In my experience the primary 'problem' is that I cannot direct my attention at
will. I may want to read a book, I may be enjoying the book, but when I will
myself to concentrate on the book my attention may or may not obey me.

From the outside, this can look like laziness, disinterest, etc, but
fundamentally the difference is, what I _want_ to concentrate on, and what I
_can_ concentrate on are not always the same thing. This is problematic in a
variety of ways, and certainly does feel like a disorder when you experience
it. If this mismatch between command and control was between say, my brain and
my legs, then no one would ever question if it existed or not.

I've certainly found that my strategies for coping with this, and my ability
to direct my attention have gotten better with age. It's unclear to me if this
is due to hard work on my part, or a change in brain structure as I age.

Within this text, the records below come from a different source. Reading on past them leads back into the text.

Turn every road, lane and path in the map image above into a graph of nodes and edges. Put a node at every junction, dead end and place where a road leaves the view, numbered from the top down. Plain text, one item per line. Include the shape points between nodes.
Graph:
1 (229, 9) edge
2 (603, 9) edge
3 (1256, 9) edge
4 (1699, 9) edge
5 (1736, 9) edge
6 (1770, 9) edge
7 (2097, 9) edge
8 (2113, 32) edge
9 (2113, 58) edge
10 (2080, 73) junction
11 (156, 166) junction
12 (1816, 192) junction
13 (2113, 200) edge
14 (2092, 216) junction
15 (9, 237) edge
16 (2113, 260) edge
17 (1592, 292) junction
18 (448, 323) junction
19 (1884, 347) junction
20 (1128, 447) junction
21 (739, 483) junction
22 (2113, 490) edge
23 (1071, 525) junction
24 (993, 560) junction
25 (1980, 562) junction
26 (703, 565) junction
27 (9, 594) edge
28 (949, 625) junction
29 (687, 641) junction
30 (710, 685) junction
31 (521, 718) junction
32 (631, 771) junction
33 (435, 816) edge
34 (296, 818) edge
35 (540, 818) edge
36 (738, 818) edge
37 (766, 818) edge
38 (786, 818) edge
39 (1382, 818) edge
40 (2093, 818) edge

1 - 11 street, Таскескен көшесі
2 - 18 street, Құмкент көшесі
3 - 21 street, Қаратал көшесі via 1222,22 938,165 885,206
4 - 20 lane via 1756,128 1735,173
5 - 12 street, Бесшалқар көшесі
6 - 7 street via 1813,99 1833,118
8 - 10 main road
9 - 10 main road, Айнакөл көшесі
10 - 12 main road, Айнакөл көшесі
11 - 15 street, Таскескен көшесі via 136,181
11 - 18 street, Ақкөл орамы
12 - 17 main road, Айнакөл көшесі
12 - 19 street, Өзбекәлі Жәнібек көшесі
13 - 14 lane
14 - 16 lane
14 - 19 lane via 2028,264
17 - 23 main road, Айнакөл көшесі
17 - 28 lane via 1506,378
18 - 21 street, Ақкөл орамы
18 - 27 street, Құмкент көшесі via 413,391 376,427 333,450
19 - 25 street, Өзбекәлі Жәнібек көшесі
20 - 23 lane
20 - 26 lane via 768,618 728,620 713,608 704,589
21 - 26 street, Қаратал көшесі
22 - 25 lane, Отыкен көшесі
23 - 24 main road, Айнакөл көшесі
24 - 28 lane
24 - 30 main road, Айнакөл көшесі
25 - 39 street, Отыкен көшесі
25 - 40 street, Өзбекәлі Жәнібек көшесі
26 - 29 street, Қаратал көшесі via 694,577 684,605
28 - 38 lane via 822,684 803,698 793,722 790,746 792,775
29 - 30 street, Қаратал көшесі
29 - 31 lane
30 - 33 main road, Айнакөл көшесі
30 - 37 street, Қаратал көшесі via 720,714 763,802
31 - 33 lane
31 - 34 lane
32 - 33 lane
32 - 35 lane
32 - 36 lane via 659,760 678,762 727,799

Personally, I have found that medication is only a very small portion of my
overall strategy, and I do think it is quite likely that sitting in a
classroom 8 hours a day is just not something children, or really anyone is
particularly well suited for. It's likely, I think, that we are over-
prescribing and over-diagnosing things that should be considered 'normal'
behavior in children.

Having said that, I am absolutely convinced that for some, medication is an
effective and life changing tool as part of a larger strategy to cope with
ADD.

------
taternuts
Unfortunately I feel like my ADHD has gotten worse since I've grown, or maybe
I'm just more aware of it now. I still really struggle to sleep in my 30's, I
didn't know there was a correlation between that and ADHD